Et puis il y a ce qu'on pourrait bien appeler une voix ou une marque Froger, qui passe beaucoup par le vocabulaire employé, chargé de matériaux, de mécanismes, de transports. Avec l'emploi systématique (systémique), cette fois-ci, de tirets. Il n'y a pas d'autres signes de ponctuation ("pour que [la] langue glisse") : ces tirets ne se substituent d'ailleurs à aucun autre signe. Il ne marquent ni la fin des phrases, ni la respiration elle-même. Ils impriment un rythme au poème, qui vient souvent en superposition mais souvent aussi en décalage avec celui de la syntaxe. C'est une scansion très particulière, pas brutale du tout (sur des vers courts, les tirets bloquent fort). Parce qu'il y a aussi chez Rémi Froger le souci permanent d'être attentif à la morphologie de la phrase, de la manipuler sans la casser, comme s'ils se guidaient l'un l'autre.
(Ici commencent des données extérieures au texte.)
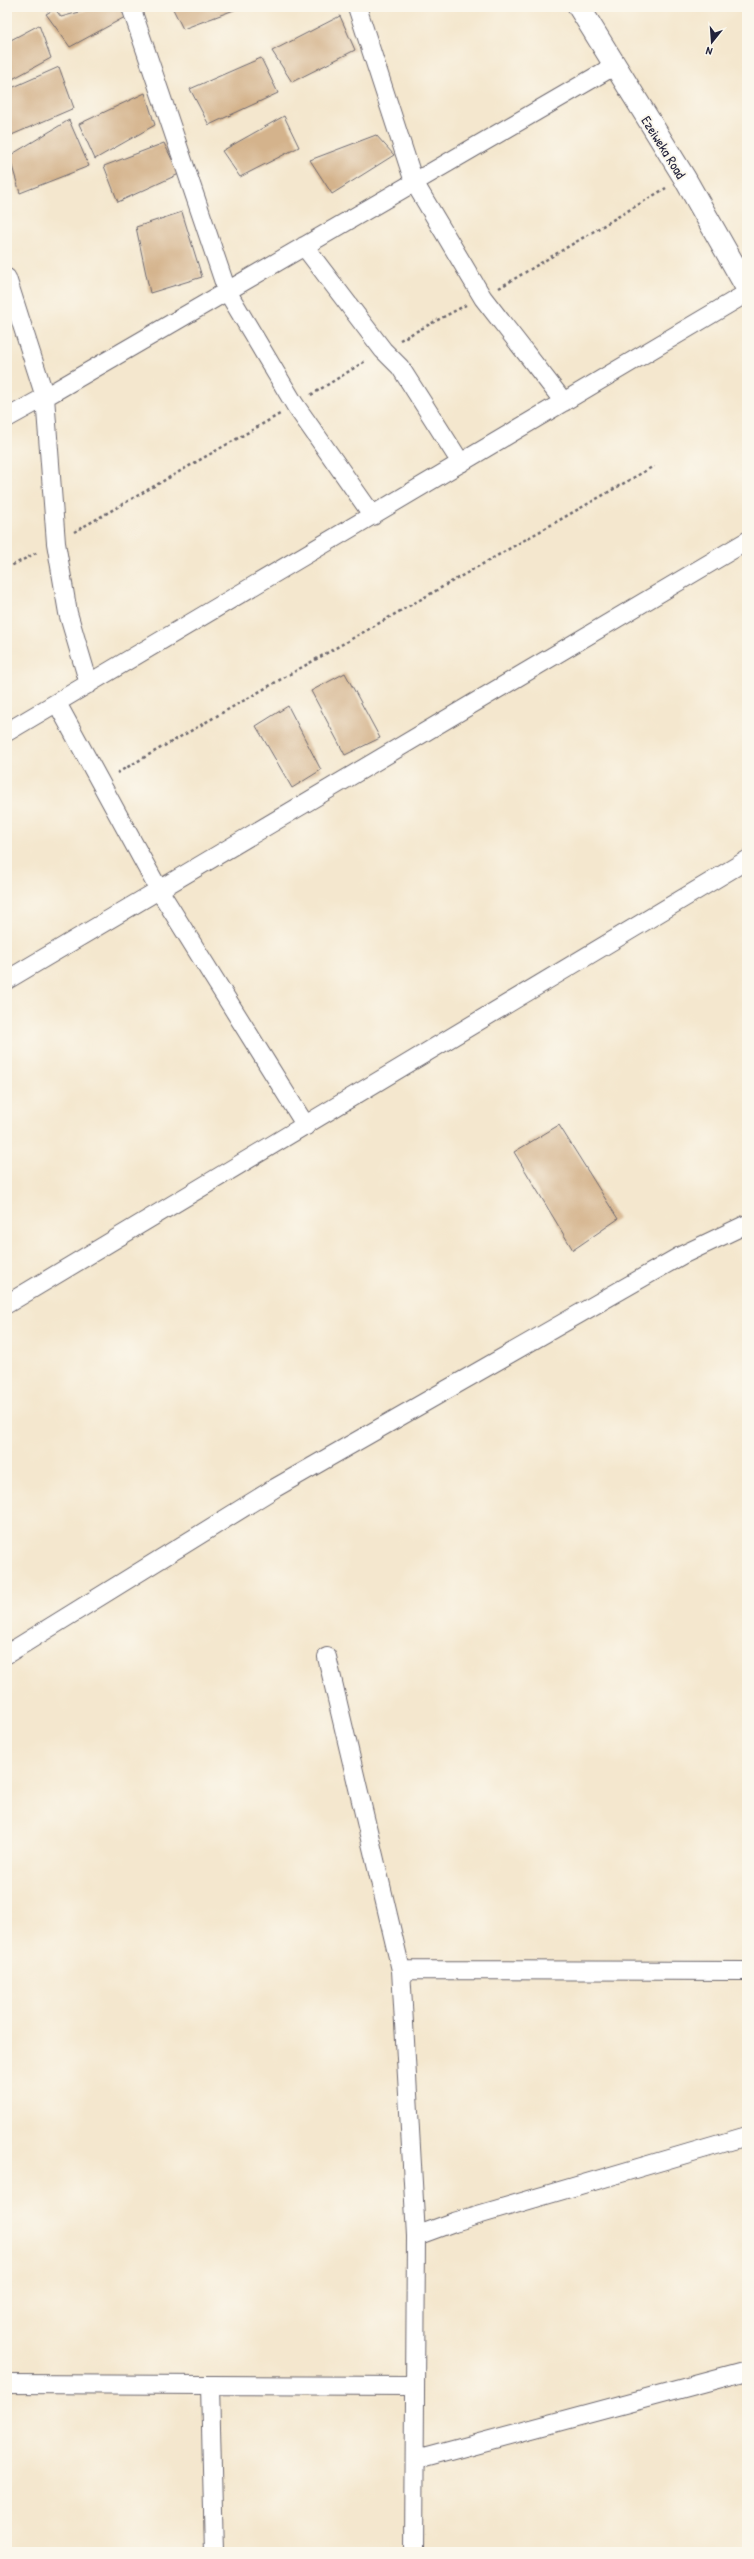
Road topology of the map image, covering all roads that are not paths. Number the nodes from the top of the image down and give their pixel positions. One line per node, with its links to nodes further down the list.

Je relève à ce sujet le poème 21 :
21 ----------------
quelque chose arrive toujours - oui naturellement - et ensuite
en soulignant les mots - ensuite nous n'avons plus qu'à obéir -
voix un peu basse n'est-ce pas qu'il faut le faire - ce que je dis là vit
de l'obscurité - d'une petite photographie sépia à côté des cartes -
dormir et y penser quitter soigneusement les lieux - il se dit pourtant
qu'est-ce qui lui prend à celui-là - des scabieuses l'allée et vers
des fleurs de l'été en taches rouges répétées indéfiniment sur les lieux
La fin du livre est magnifique, avec un poème (le 49ème) dont les vers s'engendrent presque d'eux-mêmes. Je vous laisse le soin d'y aller voir.
En quatrième de couverture, Rémi Froger précise :
"j'ai fait cet écart sans bien m'y prendre sans bien compter mes pas
et tout est tombé juste" (...).
Je suis bien d'accord quant au résultat. Pour le reste, je crois que ses pas comptaient pour lui. Du reste, ils comptent pour moi.